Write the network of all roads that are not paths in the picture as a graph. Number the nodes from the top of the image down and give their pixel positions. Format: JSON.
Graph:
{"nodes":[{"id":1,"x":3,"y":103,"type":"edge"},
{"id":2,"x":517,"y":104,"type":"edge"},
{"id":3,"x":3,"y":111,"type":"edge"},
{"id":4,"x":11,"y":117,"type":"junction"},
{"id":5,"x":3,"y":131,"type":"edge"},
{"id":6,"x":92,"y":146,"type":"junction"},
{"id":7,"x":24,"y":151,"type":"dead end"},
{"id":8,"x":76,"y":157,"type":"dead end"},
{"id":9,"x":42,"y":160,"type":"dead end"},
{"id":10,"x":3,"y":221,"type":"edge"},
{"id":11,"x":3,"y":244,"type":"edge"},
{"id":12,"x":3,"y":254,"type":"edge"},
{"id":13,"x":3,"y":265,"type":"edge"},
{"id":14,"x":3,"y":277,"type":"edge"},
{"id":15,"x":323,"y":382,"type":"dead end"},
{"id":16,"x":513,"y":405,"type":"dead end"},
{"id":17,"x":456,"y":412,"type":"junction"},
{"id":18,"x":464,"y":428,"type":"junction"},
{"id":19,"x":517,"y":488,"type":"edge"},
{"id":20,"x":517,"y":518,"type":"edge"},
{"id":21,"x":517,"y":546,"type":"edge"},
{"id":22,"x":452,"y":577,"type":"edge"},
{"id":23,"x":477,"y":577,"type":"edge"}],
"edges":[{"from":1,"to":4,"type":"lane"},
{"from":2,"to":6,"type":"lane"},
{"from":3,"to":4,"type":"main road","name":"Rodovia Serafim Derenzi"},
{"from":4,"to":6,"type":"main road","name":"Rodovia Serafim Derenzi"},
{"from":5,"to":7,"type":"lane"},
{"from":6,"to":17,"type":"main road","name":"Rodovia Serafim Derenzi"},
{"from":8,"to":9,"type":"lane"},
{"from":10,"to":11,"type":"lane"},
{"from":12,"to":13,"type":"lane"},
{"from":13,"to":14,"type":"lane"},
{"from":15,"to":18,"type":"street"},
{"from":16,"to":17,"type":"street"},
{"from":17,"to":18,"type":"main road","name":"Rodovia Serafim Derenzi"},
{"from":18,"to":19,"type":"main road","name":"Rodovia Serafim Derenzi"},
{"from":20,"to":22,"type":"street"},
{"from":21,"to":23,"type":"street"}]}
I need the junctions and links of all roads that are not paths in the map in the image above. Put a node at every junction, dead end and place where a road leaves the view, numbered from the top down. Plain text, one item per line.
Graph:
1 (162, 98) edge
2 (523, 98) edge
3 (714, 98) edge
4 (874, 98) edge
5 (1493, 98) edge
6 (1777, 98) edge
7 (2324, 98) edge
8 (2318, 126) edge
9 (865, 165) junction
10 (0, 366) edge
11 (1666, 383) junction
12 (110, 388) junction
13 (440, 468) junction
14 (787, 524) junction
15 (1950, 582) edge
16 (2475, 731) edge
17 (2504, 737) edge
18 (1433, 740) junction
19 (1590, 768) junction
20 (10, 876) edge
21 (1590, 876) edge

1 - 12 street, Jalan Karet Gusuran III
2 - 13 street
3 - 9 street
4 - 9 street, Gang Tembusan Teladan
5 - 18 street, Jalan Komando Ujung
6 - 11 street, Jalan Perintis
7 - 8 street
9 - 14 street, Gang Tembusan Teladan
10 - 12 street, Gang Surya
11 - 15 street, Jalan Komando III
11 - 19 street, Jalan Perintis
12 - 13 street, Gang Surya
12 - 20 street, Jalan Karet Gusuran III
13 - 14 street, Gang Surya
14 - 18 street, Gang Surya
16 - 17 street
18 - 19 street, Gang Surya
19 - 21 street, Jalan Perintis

▶ _What the task asks_
From the first line to the last, return the records unchanged.

▶ _Reply_
Write the network of all roads that are not paths in the picture as a graph. Number the nodes from the top of the image down and give their pixel positions. Format: JSON.
Graph:
{"nodes":[{"id":1,"x":3,"y":103,"type":"edge"},
{"id":2,"x":517,"y":104,"type":"edge"},
{"id":3,"x":3,"y":111,"type":"edge"},
{"id":4,"x":11,"y":117,"type":"junction"},
{"id":5,"x":3,"y":131,"type":"edge"},
{"id":6,"x":92,"y":146,"type":"junction"},
{"id":7,"x":24,"y":151,"type":"dead end"},
{"id":8,"x":76,"y":157,"type":"dead end"},
{"id":9,"x":42,"y":160,"type":"dead end"},
{"id":10,"x":3,"y":221,"type":"edge"},
{"id":11,"x":3,"y":244,"type":"edge"},
{"id":12,"x":3,"y":254,"type":"edge"},
{"id":13,"x":3,"y":265,"type":"edge"},
{"id":14,"x":3,"y":277,"type":"edge"},
{"id":15,"x":323,"y":382,"type":"dead end"},
{"id":16,"x":513,"y":405,"type":"dead end"},
{"id":17,"x":456,"y":412,"type":"junction"},
{"id":18,"x":464,"y":428,"type":"junction"},
{"id":19,"x":517,"y":488,"type":"edge"},
{"id":20,"x":517,"y":518,"type":"edge"},
{"id":21,"x":517,"y":546,"type":"edge"},
{"id":22,"x":452,"y":577,"type":"edge"},
{"id":23,"x":477,"y":577,"type":"edge"}],
"edges":[{"from":1,"to":4,"type":"lane"},
{"from":2,"to":6,"type":"lane"},
{"from":3,"to":4,"type":"main road","name":"Rodovia Serafim Derenzi"},
{"from":4,"to":6,"type":"main road","name":"Rodovia Serafim Derenzi"},
{"from":5,"to":7,"type":"lane"},
{"from":6,"to":17,"type":"main road","name":"Rodovia Serafim Derenzi"},
{"from":8,"to":9,"type":"lane"},
{"from":10,"to":11,"type":"lane"},
{"from":12,"to":13,"type":"lane"},
{"from":13,"to":14,"type":"lane"},
{"from":15,"to":18,"type":"street"},
{"from":16,"to":17,"type":"street"},
{"from":17,"to":18,"type":"main road","name":"Rodovia Serafim Derenzi"},
{"from":18,"to":19,"type":"main road","name":"Rodovia Serafim Derenzi"},
{"from":20,"to":22,"type":"street"},
{"from":21,"to":23,"type":"street"}]}
I need the junctions and links of all roads that are not paths in the map in the image above. Put a node at every junction, dead end and place where a road leaves the view, numbered from the top down. Plain text, one item per line.
Graph:
1 (162, 98) edge
2 (523, 98) edge
3 (714, 98) edge
4 (874, 98) edge
5 (1493, 98) edge
6 (1777, 98) edge
7 (2324, 98) edge
8 (2318, 126) edge
9 (865, 165) junction
10 (0, 366) edge
11 (1666, 383) junction
12 (110, 388) junction
13 (440, 468) junction
14 (787, 524) junction
15 (1950, 582) edge
16 (2475, 731) edge
17 (2504, 737) edge
18 (1433, 740) junction
19 (1590, 768) junction
20 (10, 876) edge
21 (1590, 876) edge

1 - 12 street, Jalan Karet Gusuran III
2 - 13 street
3 - 9 street
4 - 9 street, Gang Tembusan Teladan
5 - 18 street, Jalan Komando Ujung
6 - 11 street, Jalan Perintis
7 - 8 street
9 - 14 street, Gang Tembusan Teladan
10 - 12 street, Gang Surya
11 - 15 street, Jalan Komando III
11 - 19 street, Jalan Perintis
12 - 13 street, Gang Surya
12 - 20 street, Jalan Karet Gusuran III
13 - 14 street, Gang Surya
14 - 18 street, Gang Surya
16 - 17 street
18 - 19 street, Gang Surya
19 - 21 street, Jalan Perintis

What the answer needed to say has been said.